Processo: 18/25925-0
Linha de fomento:Bolsas no Brasil - Iniciação Científica
Vigência (Início): 01 de março de 2019
Vigência (Término): 31 de janeiro de 2020
Área do conhecimento:Engenharias - Engenharia Química - Processos Industriais de Engenharia Química
Pesquisador responsável:Adriano Pinto Mariano
Beneficiário:Gabriela Matias
Instituição-sede: Faculdade de Engenharia Química (FEQ). Universidade Estadual de Campinas (UNICAMP).
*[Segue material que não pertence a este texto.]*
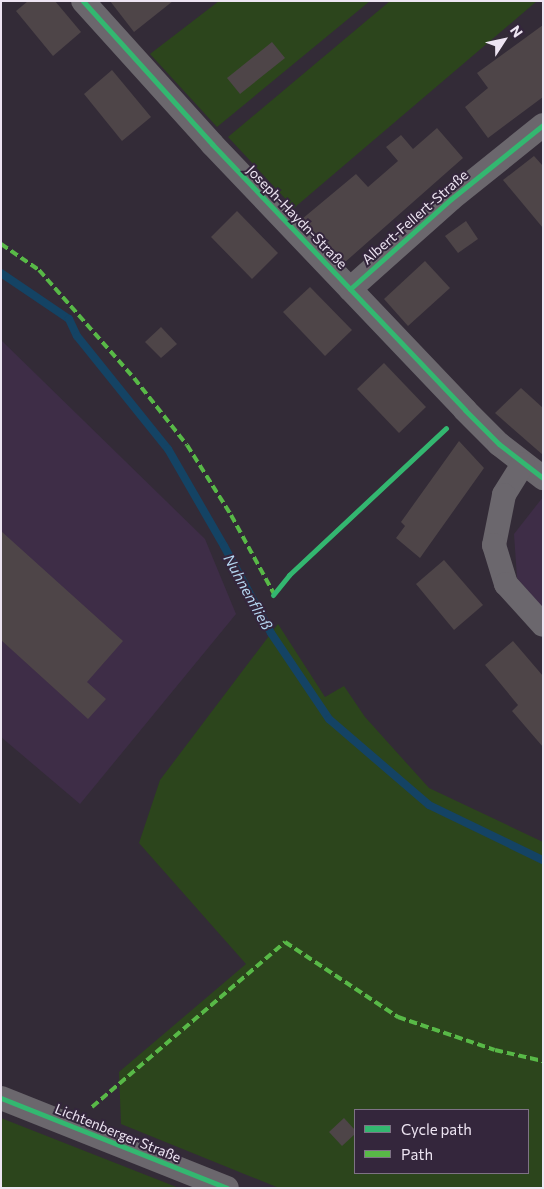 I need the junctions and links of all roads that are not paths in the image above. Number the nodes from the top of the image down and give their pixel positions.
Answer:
1 (83, 1) edge
2 (539, 133) edge
3 (350, 289) junction
4 (523, 464) junction
5 (543, 478) edge
6 (543, 625) edge
7 (1, 1098) edge
8 (227, 1188) edge

1 - 3 street, Joseph-Haydn-Straße
2 - 3 street, Albert-Fellert-Straße
3 - 4 street, Joseph-Haydn-Straße
4 - 5 street, Joseph-Haydn-Straße
4 - 6 street
7 - 8 street, Lichtenberger Straße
Campinas , SP, Brasil
Vinculado ao auxílio:15/20630-4 - Desenvolvimento integrado de biorrefinaria e planta de bioetanol de cana-de-açúcar com emissão zero de CO2: rotas para converter recursos renováveis em bioprodutos e bioeletricidade, AP.TEM
Assunto(s):Processos industriais   Fermentação   Butanóis   Hidrolisado hemicelulósico   Melaço   Bagaço de cana-de-açúcar   Imobilização

Resumo

A produção por fermentação do butanol é limitada pela baixa competitividade econômica associada a elevados preços de matérias primas, ineficiência energética, baixos rendimento e produtividade, entre outras limitações. Quanto à matéria-prima, o uso de hidrolisado hemicelulósico de bagaço de cana-de-açúcar (açúcares C5, principalmente xilose) e melaço são opções de baixo custo e não há competição por matérias primas com a produção de etanol de segunda geração, porque os açúcares C5 não são fermentados pelo microrganismo Saccharomyces cerevisiae. Uma opção que está sendo estudada para este problema, é a conversão do hidrolisado hemicelulósico em butanol pela fermentação ABE(acetona/butanol/etanol). No entanto, esta alternativa também tem seus próprios desafios. O hidrolisado hemicelulósico é diluído (~20 gL-1xilose) e contém inibidores microbianos gerados no pré tratamento, assim impedindo a conversão eficiente da xilose. As bactérias do gênero Clostridium tem a capacidade de metabolizar naturalmente as pentoses presentes e tornar a fermentação ABE mais viável em termos de produtividade. Por conseguinte, o objetivo principal deste projeto de iniciação científica é aumentar a eficiência de conversão do hidrolisado hemicelulósico (não detoxificado) do bagaço em n-butanol. Para o cumprimento desse propósito será desenvolvida uma estratégia de fermentação que combinará três elementos: mistura nohidrolisado hemicelulósico com melaço, imobilização celular passiva no próprio bagaço de cana e operação em batelada alimentada-repetida. Assim, os baixos rendimento e produtividade poderão ser solucionados avaliando a conversão do hidrolisado hemicelulósico em butanol e aplicando técnicas de imobilização celular que promovam a alta concentração celular.